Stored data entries
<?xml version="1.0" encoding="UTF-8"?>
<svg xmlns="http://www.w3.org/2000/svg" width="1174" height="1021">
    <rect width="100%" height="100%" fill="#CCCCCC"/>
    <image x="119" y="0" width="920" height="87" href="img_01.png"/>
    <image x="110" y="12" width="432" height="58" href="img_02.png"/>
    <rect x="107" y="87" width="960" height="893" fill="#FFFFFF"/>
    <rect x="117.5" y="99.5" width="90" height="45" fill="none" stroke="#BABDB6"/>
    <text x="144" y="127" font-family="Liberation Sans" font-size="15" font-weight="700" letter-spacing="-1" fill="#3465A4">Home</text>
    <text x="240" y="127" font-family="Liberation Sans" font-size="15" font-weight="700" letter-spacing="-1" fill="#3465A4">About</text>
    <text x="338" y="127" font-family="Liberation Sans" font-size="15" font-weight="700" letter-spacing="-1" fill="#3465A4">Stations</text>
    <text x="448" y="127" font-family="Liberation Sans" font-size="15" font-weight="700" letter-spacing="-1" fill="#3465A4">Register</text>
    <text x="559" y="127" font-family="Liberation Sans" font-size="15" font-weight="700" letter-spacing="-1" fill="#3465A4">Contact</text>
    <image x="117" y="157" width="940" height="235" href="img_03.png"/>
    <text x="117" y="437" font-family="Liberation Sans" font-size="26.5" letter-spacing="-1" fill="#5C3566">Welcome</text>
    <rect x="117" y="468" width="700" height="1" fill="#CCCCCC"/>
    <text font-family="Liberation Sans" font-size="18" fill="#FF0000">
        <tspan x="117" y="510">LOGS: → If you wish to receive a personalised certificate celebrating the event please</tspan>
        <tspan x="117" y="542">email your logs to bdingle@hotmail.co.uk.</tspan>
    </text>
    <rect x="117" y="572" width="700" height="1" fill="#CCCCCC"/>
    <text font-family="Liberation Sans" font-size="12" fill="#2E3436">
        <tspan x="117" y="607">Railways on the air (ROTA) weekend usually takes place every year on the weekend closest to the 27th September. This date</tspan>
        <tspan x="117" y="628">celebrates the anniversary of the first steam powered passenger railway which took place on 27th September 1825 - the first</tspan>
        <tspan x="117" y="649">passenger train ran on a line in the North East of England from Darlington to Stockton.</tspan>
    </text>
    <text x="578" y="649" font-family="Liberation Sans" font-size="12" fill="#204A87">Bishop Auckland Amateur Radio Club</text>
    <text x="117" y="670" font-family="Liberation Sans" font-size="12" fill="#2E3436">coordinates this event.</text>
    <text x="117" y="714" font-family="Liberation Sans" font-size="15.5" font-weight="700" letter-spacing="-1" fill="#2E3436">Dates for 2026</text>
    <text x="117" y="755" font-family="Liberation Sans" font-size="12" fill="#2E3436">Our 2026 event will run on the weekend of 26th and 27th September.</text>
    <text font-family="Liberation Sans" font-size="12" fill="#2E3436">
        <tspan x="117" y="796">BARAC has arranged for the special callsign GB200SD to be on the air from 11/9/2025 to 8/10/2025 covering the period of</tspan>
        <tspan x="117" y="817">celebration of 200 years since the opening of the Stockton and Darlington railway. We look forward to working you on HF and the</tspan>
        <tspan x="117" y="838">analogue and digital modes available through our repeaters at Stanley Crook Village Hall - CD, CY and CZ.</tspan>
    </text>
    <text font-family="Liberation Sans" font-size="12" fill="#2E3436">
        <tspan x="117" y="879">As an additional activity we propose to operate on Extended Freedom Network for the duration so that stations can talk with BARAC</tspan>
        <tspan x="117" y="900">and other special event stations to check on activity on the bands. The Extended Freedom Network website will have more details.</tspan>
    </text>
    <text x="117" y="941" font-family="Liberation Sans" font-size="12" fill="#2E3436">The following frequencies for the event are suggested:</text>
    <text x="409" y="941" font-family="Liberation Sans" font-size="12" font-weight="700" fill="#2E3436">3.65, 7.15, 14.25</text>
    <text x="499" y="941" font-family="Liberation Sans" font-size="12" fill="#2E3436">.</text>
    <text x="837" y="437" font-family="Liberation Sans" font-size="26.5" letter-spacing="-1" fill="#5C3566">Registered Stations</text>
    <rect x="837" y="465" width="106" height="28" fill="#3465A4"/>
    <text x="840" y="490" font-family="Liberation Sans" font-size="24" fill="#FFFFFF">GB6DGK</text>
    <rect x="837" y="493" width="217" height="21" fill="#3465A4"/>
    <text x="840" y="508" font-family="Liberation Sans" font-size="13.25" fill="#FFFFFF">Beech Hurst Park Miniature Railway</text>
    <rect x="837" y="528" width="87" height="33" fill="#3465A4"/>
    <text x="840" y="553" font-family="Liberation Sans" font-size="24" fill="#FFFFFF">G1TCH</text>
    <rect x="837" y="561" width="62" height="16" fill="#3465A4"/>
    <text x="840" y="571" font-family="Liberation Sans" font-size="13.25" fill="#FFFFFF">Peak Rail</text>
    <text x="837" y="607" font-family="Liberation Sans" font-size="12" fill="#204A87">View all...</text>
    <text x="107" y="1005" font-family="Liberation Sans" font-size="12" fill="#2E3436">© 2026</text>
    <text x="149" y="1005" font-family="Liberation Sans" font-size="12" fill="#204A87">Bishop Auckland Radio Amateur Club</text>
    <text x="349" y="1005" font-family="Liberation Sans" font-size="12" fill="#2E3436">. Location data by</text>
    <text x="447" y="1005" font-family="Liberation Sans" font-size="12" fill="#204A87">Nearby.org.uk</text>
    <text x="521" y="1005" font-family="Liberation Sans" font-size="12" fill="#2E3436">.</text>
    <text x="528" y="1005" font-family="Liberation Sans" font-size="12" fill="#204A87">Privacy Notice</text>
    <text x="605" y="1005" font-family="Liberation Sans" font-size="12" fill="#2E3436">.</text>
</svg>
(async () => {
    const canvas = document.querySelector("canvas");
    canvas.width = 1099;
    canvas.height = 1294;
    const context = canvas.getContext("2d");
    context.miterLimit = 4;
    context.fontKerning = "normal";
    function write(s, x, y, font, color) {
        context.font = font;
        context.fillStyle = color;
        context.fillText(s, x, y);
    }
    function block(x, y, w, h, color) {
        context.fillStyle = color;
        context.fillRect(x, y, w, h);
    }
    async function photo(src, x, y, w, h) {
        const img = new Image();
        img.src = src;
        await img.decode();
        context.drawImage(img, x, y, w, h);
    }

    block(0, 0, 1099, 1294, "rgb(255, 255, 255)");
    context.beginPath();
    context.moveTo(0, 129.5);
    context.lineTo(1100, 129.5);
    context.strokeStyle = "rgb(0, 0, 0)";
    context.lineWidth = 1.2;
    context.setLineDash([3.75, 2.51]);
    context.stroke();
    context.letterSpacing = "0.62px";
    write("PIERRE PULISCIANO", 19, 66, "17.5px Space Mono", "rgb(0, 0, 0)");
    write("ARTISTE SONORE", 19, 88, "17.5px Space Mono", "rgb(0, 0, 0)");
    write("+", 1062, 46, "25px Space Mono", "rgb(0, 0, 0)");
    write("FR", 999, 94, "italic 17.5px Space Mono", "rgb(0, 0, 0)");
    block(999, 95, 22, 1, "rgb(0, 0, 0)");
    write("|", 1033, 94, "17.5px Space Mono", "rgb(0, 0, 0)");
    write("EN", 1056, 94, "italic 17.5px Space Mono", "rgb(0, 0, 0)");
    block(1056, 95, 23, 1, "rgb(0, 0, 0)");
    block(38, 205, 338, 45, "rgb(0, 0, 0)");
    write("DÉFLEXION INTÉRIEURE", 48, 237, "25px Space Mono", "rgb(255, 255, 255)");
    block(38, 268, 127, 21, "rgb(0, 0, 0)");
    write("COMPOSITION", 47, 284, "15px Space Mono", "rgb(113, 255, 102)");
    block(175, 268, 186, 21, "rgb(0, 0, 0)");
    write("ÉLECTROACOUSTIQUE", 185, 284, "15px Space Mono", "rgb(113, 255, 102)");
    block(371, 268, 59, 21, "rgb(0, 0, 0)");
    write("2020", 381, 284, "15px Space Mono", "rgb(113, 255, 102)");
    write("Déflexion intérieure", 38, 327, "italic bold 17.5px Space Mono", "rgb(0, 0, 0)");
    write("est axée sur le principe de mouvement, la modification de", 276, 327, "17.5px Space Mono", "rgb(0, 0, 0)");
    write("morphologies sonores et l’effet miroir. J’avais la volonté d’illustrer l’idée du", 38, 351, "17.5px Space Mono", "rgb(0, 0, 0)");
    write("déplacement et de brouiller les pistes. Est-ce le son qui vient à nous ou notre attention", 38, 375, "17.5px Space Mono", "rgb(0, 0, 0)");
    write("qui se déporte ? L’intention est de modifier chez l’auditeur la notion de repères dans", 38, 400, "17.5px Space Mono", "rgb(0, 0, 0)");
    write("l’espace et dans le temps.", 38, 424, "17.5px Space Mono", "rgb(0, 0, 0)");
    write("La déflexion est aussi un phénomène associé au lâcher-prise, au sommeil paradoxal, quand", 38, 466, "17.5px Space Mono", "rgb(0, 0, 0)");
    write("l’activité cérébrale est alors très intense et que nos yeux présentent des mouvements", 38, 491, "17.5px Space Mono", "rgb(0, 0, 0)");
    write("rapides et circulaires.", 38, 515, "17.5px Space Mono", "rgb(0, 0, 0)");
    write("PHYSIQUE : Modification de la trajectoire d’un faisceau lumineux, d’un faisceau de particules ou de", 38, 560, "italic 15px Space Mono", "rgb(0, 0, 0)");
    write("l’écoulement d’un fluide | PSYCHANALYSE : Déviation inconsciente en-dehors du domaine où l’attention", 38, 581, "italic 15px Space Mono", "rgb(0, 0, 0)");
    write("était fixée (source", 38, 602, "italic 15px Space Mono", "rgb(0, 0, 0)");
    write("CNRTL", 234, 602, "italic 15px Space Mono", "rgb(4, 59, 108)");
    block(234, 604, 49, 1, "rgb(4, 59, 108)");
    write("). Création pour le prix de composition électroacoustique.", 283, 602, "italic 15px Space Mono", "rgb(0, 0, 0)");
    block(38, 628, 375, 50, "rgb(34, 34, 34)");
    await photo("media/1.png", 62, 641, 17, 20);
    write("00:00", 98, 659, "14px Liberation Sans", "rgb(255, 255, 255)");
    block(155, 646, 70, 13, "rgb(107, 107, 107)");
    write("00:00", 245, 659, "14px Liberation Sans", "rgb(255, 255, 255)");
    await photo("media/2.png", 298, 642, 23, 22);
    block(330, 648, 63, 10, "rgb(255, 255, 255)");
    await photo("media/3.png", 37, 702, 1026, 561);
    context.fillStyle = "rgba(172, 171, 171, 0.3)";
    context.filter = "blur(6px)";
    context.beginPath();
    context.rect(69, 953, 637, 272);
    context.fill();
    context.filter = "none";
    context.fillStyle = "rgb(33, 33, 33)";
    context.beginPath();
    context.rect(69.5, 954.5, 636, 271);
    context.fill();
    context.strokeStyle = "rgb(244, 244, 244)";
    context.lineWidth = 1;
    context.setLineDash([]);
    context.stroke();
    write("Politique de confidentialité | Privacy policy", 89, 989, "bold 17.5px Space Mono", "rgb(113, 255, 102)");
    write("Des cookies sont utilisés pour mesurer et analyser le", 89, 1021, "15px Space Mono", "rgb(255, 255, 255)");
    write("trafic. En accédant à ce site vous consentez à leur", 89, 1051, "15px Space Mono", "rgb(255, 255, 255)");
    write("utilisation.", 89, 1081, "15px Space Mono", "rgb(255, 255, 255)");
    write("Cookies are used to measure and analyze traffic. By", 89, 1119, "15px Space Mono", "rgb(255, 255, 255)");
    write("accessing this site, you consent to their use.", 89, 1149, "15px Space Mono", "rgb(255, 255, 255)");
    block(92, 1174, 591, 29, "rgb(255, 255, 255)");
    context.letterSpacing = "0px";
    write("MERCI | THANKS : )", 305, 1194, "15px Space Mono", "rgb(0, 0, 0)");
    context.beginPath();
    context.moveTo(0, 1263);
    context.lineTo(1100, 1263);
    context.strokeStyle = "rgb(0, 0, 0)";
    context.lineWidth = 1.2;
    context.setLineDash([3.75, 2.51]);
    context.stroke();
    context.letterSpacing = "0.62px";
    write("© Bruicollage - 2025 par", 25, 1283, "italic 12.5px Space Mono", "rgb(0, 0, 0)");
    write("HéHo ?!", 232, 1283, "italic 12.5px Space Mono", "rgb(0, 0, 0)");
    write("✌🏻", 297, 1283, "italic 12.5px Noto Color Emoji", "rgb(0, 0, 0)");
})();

▸ ASSIGNED TASK
A single figure is the whole answer here: the number of lines in the records above that include "weekend".

▸ EXERCISE OUTPUT
2